- _Material shown_:
::::
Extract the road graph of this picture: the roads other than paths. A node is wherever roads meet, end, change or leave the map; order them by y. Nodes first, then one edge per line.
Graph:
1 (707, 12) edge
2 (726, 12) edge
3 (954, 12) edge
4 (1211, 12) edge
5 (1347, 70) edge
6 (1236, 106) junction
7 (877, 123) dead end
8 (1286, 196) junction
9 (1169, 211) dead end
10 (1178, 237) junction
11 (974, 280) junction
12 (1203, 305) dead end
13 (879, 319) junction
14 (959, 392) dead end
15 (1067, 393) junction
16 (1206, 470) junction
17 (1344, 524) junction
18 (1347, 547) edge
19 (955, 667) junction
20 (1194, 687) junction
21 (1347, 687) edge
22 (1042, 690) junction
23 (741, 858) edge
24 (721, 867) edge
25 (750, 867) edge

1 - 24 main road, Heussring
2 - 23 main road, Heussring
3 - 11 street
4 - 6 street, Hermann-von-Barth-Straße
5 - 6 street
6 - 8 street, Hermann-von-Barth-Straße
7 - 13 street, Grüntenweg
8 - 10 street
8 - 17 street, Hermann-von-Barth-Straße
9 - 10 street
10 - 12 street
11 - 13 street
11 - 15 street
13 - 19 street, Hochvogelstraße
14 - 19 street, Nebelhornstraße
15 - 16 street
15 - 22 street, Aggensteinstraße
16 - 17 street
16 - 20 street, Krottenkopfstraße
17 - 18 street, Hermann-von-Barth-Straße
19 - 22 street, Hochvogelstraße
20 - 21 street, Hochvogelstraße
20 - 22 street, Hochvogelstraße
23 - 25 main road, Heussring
::::
- _Exercise_: Where in the listing does the string "edge" appear? Copy every line that has it.

- _Answer box_:
Extract the road graph of this picture: the roads other than paths. A node is wherever roads meet, end, change or leave the map; order them by y. Nodes first, then one edge per line.
1 (707, 12) edge
2 (726, 12) edge
3 (954, 12) edge
4 (1211, 12) edge
5 (1347, 70) edge
18 (1347, 547) edge
21 (1347, 687) edge
23 (741, 858) edge
24 (721, 867) edge
25 (750, 867) edge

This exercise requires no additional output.